Extracted data entries:
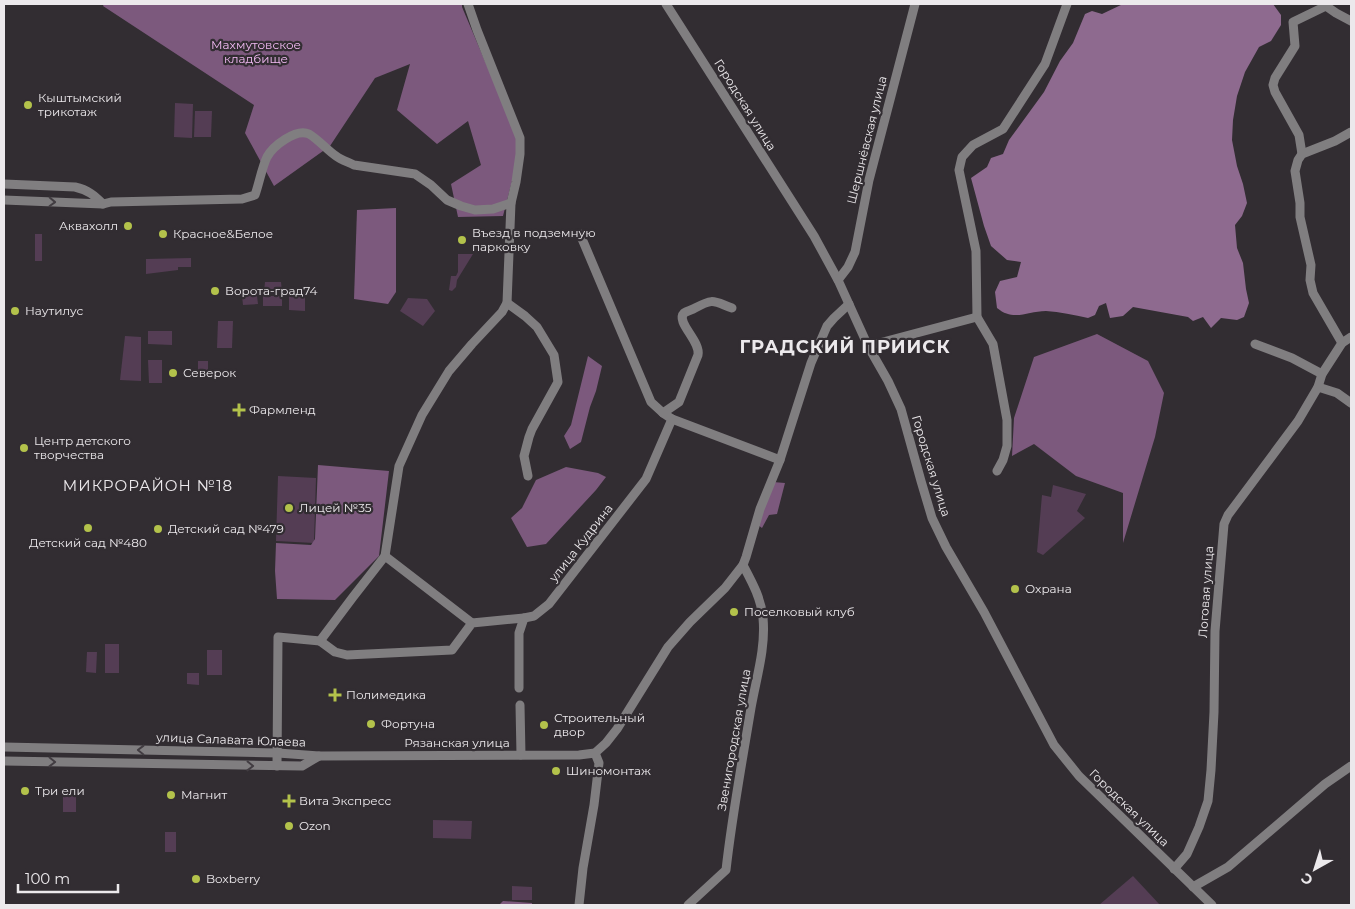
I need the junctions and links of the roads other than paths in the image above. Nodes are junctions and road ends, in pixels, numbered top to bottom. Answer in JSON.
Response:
{"nodes":[{"id":1,"x":468,"y":4,"type":"edge"},
{"id":2,"x":666,"y":4,"type":"edge"},
{"id":3,"x":915,"y":4,"type":"edge"},
{"id":4,"x":1066,"y":4,"type":"edge"},
{"id":5,"x":1351,"y":21,"type":"edge"},
{"id":6,"x":1351,"y":132,"type":"edge"},
{"id":7,"x":1302,"y":154,"type":"junction"},
{"id":8,"x":4,"y":184,"type":"edge"},
{"id":9,"x":75,"y":187,"type":"junction"},
{"id":10,"x":4,"y":200,"type":"edge"},
{"id":11,"x":76,"y":203,"type":"junction"},
{"id":12,"x":511,"y":203,"type":"junction"},
{"id":13,"x":103,"y":204,"type":"junction"},
{"id":14,"x":580,"y":234,"type":"dead end"},
{"id":15,"x":838,"y":280,"type":"junction"},
{"id":16,"x":507,"y":303,"type":"junction"},
{"id":17,"x":849,"y":304,"type":"junction"},
{"id":18,"x":732,"y":308,"type":"dead end"},
{"id":19,"x":977,"y":316,"type":"junction"},
{"id":20,"x":1351,"y":337,"type":"edge"},
{"id":21,"x":1342,"y":343,"type":"junction"},
{"id":22,"x":1255,"y":344,"type":"dead end"},
{"id":23,"x":868,"y":346,"type":"junction"},
{"id":24,"x":1322,"y":374,"type":"junction"},
{"id":25,"x":1318,"y":387,"type":"junction"},
{"id":26,"x":1351,"y":403,"type":"edge"},
{"id":27,"x":663,"y":413,"type":"junction"},
{"id":28,"x":672,"y":419,"type":"junction"},
{"id":29,"x":780,"y":460,"type":"junction"},
{"id":30,"x":997,"y":471,"type":"dead end"},
{"id":31,"x":528,"y":476,"type":"dead end"},
{"id":32,"x":385,"y":556,"type":"junction"},
{"id":33,"x":743,"y":565,"type":"junction"},
{"id":34,"x":524,"y":618,"type":"junction"},
{"id":35,"x":510,"y":620,"type":"junction"},
{"id":36,"x":472,"y":623,"type":"junction"},
{"id":37,"x":519,"y":633,"type":"junction"},
{"id":38,"x":320,"y":641,"type":"junction"},
{"id":39,"x":519,"y":688,"type":"dead end"},
{"id":40,"x":520,"y":705,"type":"dead end"},
{"id":41,"x":4,"y":747,"type":"edge"},
{"id":42,"x":98,"y":749,"type":"junction"},
{"id":43,"x":217,"y":752,"type":"junction"},
{"id":44,"x":596,"y":752,"type":"junction"},
{"id":45,"x":278,"y":753,"type":"junction"},
{"id":46,"x":521,"y":755,"type":"junction"},
{"id":47,"x":319,"y":756,"type":"junction"},
{"id":48,"x":4,"y":761,"type":"edge"},
{"id":49,"x":99,"y":762,"type":"junction"},
{"id":50,"x":216,"y":765,"type":"junction"},
{"id":51,"x":277,"y":766,"type":"junction"},
{"id":52,"x":1351,"y":766,"type":"edge"},
{"id":53,"x":1174,"y":869,"type":"junction"},
{"id":54,"x":1193,"y":887,"type":"junction"},
{"id":55,"x":579,"y":905,"type":"edge"},
{"id":56,"x":688,"y":905,"type":"edge"},
{"id":57,"x":1212,"y":905,"type":"edge"}],
"edges":[{"from":1,"to":12,"type":"street"},
{"from":2,"to":15,"type":"street","name":"Городская улица"},
{"from":3,"to":15,"type":"street","name":"Шершнёвская улица"},
{"from":4,"to":19,"type":"street"},
{"from":5,"to":7,"type":"street"},
{"from":6,"to":7,"type":"street"},
{"from":7,"to":21,"type":"street"},
{"from":8,"to":9,"type":"street"},
{"from":9,"to":11,"type":"street"},
{"from":9,"to":13,"type":"street"},
{"from":10,"to":11,"type":"street","one_way":true},
{"from":11,"to":13,"type":"street"},
{"from":12,"to":13,"type":"street"},
{"from":12,"to":16,"type":"street"},
{"from":14,"to":27,"type":"street"},
{"from":15,"to":17,"type":"street","name":"Городская улица"},
{"from":16,"to":31,"type":"street"},
{"from":16,"to":32,"type":"street"},
{"from":17,"to":23,"type":"street","name":"Городская улица"},
{"from":17,"to":29,"type":"street"},
{"from":18,"to":27,"type":"street"},
{"from":19,"to":23,"type":"street"},
{"from":19,"to":30,"type":"street"},
{"from":20,"to":21,"type":"street","name":"Логовая улица"},
{"from":21,"to":24,"type":"street","name":"Логовая улица"},
{"from":22,"to":24,"type":"street"},
{"from":23,"to":53,"type":"street","name":"Городская улица"},
{"from":24,"to":25,"type":"street","name":"Логовая улица"},
{"from":25,"to":26,"type":"street"},
{"from":25,"to":53,"type":"street","name":"Логовая улица"},
{"from":27,"to":28,"type":"street"},
{"from":28,"to":29,"type":"street"},
{"from":28,"to":34,"type":"street","name":"улица Кудрина"},
{"from":29,"to":33,"type":"street"},
{"from":32,"to":36,"type":"street"},
{"from":32,"to":38,"type":"street"},
{"from":33,"to":44,"type":"street"},
{"from":33,"to":56,"type":"street","name":"Звенигородская улица"},
{"from":34,"to":35,"type":"street"},
{"from":34,"to":37,"type":"street"},
{"from":35,"to":36,"type":"street"},
{"from":35,"to":37,"type":"street"},
{"from":36,"to":38,"type":"street"},
{"from":37,"to":39,"type":"street"},
{"from":38,"to":45,"type":"street"},
{"from":40,"to":46,"type":"street"},
{"from":41,"to":42,"type":"street","name":"улица Салавата Юлаева"},
{"from":43,"to":42,"type":"street","name":"улица Салавата Юлаева","one_way":true},
{"from":42,"to":49,"type":"street"},
{"from":43,"to":45,"type":"street","name":"улица Салавата Юлаева"},
{"from":43,"to":50,"type":"street"},
{"from":44,"to":46,"type":"street","name":"Рязанская улица"},
{"from":44,"to":55,"type":"street"},
{"from":45,"to":47,"type":"street","name":"улица Салавата Юлаева"},
{"from":45,"to":51,"type":"street"},
{"from":46,"to":47,"type":"street","name":"Рязанская улица"},
{"from":47,"to":51,"type":"street","name":"улица Салавата Юлаева"},
{"from":48,"to":49,"type":"street","name":"улица Салавата Юлаева","one_way":true},
{"from":49,"to":50,"type":"street","name":"улица Салавата Юлаева"},
{"from":50,"to":51,"type":"street","name":"улица Салавата Юлаева","one_way":true},
{"from":52,"to":54,"type":"street"},
{"from":53,"to":54,"type":"street","name":"Городская улица"},
{"from":54,"to":57,"type":"street","name":"Городская улица"}]}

## Try it
The answer consists of every line above in which the word "Логовая" occurs.

## Finished task
{"from":20,"to":21,"type":"street","name":"Логовая улица"},
{"from":21,"to":24,"type":"street","name":"Логовая улица"},
{"from":24,"to":25,"type":"street","name":"Логовая улица"},
{"from":25,"to":53,"type":"street","name":"Логовая улица"},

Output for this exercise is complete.